* **WHAT NEEDS TO BE DONE**:
Within the records that follow, find every line containing the string "Wirtschaftsdienst". Copy those lines.
::::::::::
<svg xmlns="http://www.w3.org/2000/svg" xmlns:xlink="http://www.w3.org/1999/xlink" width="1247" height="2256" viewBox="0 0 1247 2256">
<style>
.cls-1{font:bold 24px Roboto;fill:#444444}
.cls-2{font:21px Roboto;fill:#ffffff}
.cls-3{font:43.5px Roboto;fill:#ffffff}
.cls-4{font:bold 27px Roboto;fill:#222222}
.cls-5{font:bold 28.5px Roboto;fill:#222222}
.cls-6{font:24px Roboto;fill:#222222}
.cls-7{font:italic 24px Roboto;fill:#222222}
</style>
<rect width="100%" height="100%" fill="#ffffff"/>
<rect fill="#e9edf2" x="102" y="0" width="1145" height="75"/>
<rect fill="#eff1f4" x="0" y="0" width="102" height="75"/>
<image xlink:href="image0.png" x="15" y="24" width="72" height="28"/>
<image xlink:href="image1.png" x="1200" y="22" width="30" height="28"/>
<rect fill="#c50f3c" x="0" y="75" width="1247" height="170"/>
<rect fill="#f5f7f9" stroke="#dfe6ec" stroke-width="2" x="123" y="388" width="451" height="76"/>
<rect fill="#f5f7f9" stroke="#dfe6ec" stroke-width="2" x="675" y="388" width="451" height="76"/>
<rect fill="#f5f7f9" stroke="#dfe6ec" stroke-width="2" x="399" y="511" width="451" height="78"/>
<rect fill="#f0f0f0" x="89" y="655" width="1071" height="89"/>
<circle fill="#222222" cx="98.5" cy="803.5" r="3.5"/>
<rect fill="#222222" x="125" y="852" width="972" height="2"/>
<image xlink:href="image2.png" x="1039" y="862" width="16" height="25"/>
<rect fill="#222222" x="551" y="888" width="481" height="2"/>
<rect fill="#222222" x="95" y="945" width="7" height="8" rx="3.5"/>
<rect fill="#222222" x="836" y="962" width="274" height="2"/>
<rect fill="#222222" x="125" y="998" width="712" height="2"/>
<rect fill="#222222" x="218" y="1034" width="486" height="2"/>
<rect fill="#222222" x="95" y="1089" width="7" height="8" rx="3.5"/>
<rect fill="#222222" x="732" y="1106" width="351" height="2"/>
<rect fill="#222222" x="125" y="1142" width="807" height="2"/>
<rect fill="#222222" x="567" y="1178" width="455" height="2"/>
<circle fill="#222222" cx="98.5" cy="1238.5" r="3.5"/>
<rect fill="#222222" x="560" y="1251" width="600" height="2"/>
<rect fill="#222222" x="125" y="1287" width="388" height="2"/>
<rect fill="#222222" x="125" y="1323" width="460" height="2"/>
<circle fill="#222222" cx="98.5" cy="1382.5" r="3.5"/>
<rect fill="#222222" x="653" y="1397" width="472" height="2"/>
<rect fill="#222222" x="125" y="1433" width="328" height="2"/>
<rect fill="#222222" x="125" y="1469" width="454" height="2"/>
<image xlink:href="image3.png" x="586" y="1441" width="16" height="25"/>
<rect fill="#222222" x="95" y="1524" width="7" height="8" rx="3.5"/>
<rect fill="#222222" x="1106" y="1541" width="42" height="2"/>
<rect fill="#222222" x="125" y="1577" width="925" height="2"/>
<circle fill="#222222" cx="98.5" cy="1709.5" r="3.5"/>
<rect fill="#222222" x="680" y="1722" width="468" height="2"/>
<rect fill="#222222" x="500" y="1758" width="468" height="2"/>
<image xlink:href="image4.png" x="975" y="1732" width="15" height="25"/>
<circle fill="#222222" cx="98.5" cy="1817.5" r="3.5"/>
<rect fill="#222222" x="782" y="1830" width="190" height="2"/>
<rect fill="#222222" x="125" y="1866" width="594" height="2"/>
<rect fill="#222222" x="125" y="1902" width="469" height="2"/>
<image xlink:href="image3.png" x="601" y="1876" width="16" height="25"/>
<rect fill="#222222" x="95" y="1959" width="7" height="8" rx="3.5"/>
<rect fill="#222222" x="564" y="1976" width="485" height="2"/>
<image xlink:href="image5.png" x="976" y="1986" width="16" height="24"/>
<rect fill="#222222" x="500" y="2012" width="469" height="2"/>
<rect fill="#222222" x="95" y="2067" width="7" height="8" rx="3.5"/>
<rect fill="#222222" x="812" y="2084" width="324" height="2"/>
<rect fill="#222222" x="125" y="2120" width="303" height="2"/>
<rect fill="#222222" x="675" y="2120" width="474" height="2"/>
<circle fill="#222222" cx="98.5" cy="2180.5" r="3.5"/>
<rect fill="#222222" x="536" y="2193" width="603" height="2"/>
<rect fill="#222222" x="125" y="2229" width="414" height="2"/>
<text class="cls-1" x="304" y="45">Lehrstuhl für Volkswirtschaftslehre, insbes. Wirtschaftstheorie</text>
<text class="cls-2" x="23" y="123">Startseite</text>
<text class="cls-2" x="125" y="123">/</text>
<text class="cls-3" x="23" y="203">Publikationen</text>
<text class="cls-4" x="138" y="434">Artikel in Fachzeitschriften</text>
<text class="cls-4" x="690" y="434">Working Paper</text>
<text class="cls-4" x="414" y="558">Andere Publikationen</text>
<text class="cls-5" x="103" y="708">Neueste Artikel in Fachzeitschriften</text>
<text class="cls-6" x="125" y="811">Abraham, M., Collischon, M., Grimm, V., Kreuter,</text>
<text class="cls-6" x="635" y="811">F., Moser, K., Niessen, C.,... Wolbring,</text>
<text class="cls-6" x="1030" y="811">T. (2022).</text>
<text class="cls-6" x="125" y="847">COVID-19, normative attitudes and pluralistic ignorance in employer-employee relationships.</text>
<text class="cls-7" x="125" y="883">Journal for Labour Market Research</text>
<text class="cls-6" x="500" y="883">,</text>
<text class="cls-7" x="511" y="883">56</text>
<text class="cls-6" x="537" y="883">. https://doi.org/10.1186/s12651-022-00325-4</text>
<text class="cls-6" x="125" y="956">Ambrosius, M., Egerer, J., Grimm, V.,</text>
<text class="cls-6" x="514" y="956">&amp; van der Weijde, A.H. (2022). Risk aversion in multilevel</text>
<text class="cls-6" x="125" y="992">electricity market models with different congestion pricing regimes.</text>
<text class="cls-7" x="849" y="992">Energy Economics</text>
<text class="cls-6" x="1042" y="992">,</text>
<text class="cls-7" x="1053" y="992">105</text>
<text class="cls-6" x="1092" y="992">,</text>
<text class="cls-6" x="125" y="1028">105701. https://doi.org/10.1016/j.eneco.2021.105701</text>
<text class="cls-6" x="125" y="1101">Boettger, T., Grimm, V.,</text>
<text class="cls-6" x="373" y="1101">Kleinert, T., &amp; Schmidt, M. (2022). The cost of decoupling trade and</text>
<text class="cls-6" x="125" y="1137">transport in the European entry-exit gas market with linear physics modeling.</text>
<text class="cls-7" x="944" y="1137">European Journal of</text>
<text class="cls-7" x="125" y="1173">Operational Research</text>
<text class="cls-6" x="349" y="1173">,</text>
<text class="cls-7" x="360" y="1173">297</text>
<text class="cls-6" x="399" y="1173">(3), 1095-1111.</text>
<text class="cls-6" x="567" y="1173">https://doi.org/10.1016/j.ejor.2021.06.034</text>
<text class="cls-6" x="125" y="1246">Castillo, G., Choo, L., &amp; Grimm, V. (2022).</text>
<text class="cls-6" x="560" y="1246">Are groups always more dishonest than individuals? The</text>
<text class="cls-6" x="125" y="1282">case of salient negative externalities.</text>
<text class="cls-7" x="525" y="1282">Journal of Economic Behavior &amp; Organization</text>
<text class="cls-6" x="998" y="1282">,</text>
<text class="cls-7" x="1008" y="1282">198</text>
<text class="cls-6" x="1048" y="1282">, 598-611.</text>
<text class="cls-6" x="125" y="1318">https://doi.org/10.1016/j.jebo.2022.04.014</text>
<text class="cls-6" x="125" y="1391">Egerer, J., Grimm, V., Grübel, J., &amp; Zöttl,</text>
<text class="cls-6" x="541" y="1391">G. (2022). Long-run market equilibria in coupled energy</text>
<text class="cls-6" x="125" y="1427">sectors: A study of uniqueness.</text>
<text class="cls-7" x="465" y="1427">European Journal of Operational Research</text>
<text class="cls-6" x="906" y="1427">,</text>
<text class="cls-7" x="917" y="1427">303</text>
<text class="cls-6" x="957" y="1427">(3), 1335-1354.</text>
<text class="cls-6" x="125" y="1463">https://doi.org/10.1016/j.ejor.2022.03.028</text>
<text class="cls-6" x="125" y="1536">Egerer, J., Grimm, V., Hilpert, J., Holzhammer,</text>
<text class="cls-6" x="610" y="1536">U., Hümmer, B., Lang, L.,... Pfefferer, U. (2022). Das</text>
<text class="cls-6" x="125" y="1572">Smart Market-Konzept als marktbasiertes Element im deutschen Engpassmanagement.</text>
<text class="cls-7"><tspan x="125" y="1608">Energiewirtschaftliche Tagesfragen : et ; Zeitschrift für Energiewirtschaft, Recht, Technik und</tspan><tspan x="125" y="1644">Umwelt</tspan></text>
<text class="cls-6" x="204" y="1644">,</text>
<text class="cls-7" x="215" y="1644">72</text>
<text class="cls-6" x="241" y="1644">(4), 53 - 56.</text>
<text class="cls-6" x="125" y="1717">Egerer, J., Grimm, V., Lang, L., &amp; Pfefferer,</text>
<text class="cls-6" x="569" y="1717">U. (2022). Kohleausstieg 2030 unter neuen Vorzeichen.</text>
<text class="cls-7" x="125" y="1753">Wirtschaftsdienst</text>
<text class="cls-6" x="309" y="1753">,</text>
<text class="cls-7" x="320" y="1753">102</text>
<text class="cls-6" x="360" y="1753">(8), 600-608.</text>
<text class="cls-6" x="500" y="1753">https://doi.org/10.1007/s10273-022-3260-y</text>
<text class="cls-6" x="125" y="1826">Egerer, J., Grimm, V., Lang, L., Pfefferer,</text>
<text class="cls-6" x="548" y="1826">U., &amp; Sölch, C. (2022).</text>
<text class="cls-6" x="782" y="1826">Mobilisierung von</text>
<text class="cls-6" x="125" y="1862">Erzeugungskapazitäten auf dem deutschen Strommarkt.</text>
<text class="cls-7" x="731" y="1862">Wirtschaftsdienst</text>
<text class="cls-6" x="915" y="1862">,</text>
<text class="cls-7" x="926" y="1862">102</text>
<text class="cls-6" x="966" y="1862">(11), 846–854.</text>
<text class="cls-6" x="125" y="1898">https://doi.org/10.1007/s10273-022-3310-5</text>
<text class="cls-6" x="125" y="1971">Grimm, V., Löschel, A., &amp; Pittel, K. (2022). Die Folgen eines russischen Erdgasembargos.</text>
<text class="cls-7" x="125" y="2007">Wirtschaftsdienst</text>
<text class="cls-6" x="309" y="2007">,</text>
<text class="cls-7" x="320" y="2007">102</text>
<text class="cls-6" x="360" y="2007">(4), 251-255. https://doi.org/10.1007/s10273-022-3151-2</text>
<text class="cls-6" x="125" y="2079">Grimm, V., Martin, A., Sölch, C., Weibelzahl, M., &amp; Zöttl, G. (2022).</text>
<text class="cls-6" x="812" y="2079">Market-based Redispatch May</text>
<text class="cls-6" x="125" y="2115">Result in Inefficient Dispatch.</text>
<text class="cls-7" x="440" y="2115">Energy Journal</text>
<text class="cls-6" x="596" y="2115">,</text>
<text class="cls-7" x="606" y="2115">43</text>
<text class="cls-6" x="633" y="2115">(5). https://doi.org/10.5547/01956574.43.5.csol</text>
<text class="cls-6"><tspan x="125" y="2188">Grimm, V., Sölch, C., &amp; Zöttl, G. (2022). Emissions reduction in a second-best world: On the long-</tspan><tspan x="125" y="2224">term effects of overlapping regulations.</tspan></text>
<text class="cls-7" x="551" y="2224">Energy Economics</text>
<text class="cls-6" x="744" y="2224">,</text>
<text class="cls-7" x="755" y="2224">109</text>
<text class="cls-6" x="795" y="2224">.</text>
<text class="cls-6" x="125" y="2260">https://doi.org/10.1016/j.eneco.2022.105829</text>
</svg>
::::::::::
* **TASK OUTPUT**:
<text class="cls-7" x="125" y="1753">Wirtschaftsdienst</text>
<text class="cls-7" x="731" y="1862">Wirtschaftsdienst</text>
<text class="cls-7" x="125" y="2007">Wirtschaftsdienst</text>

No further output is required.